Root of the given polynomial $4x^3-3x-p$ Given the equation $$ 4x^3 - 3x-p=0 $$
In the question we were required to find the root of this equation in the interval $[1/2,1]$ and $-1\le p\le 1$. The answer is arrived at by substituting x as $\cos(\theta)$
and using the multiple angle formula. However assuming I am not able to think of this substitution in the exam(it does not appear to be a very intuitive one considering the range of $x$ is not $[-1,1]$), is there another method to arrive at this answer?
 A: You face a depressed cubic equation
$$4x^3-3x-r=0$$ I changed the notation for obvious reasons if you look here. Let us exclude the cases $r=\pm 1$ for which the roots are obvious.

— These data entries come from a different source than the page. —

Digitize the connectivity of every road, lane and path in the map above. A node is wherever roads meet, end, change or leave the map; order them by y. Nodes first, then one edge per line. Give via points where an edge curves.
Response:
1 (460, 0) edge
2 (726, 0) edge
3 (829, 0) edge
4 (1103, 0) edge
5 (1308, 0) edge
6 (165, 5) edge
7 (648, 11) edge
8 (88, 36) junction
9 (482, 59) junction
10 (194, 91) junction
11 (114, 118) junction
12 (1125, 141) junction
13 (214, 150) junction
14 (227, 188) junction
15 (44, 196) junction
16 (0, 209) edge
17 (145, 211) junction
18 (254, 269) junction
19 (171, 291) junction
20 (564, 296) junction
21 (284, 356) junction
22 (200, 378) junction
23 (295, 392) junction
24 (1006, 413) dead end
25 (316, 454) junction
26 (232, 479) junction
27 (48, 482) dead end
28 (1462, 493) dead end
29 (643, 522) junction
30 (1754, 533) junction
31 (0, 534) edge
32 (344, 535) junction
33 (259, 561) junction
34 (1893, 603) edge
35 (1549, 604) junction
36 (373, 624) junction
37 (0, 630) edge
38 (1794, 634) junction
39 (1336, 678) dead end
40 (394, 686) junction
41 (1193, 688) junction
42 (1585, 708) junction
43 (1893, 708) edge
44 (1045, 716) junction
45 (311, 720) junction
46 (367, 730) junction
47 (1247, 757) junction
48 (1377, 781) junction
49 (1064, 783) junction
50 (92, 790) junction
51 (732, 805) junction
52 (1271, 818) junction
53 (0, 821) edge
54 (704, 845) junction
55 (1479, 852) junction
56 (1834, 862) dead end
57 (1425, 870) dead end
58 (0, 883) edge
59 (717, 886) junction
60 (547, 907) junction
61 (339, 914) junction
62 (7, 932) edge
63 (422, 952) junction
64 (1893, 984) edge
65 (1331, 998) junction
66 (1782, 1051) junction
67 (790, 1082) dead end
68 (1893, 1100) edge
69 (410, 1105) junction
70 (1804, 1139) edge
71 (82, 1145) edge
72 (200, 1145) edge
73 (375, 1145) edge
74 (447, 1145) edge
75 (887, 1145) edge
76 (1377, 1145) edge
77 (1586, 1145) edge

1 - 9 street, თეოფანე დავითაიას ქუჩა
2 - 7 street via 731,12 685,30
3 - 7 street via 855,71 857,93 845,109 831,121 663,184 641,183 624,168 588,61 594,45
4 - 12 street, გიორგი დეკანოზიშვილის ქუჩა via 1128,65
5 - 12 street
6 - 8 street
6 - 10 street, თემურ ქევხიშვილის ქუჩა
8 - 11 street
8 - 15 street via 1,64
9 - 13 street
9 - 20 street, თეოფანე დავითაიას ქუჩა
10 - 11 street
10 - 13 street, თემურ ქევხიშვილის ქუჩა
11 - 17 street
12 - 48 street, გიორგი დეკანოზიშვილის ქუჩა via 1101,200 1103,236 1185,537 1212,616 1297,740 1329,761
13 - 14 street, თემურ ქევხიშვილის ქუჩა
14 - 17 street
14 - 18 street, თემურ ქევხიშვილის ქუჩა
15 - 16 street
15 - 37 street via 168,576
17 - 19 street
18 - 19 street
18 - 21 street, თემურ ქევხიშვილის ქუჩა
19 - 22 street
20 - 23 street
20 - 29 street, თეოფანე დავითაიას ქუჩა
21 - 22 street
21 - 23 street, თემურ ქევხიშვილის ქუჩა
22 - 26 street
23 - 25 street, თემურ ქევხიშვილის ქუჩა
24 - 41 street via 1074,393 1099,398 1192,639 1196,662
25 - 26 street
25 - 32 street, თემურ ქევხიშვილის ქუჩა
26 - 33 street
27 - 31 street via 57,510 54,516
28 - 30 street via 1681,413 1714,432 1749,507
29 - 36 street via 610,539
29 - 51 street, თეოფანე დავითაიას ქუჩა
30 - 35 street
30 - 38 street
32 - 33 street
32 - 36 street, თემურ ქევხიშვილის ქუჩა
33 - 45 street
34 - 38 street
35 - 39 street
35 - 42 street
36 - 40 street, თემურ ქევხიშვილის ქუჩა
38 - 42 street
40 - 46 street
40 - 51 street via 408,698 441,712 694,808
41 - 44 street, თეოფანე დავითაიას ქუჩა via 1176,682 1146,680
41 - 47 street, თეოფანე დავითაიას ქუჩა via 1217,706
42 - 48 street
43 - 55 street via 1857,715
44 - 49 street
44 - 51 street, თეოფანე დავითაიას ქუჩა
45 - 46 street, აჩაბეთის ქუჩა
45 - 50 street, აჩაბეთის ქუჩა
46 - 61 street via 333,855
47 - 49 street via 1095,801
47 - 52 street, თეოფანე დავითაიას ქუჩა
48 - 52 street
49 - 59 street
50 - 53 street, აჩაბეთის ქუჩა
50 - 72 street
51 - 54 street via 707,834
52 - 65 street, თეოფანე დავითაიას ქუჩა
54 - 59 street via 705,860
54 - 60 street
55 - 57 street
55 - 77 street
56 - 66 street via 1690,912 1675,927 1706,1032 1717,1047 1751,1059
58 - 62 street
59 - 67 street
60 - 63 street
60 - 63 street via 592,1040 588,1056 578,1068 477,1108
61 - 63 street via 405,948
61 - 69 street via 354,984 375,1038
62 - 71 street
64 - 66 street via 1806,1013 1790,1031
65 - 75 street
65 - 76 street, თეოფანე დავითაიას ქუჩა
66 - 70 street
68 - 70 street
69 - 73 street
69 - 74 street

So, following the method, we have $\Delta=432 \left(1-r^2\right)$ which is always positive; then three real roots. So, using the trigonomatric method (!!) for three real roots, we end with
$$x_k=\cos \left(\frac{2 \pi  k}{3}-\frac{1}{3} \cos ^{-1}(r)\right)\qquad \text{with}\qquad k=0,1,2$$
A: If the solution is not rational, you can use Cardano's method to find one real root. $4x^3-3x-p=0$ is equivalent to $x^3-\frac{3}{4}x-\frac{p}{4}=0$. And now you let $t=u+v$, which only holds if $-\frac{3}{4}=-3uv$ and $-\frac{p}{4}=-(u^3+v^3)$. Therefore, $u=\frac{1}{4v}$ and $\frac{p}{4}=v^3+\frac{1}{64v^3}$. Multiply everything by $v^3$ and you get $v^6-\frac{p}{4}v^3+\frac{1}{64}=0$, which is a triquadratic equation and can be solved by the Bhaskara's formula. $u^3=\frac{p}{8}\pm\sqrt \frac{p^2-1}{64}$, so $u=\sqrt[3]{\frac{p}{8}\pm\sqrt \frac{p^2-1}{64}}$. $v$ will be its conjugated, so $t=\sqrt[3]{\frac{p}{8}+\sqrt \frac{p^2-1}{64}}+\sqrt[3]{\frac{p}{8}-\sqrt \frac{p^2-1}{64}}$.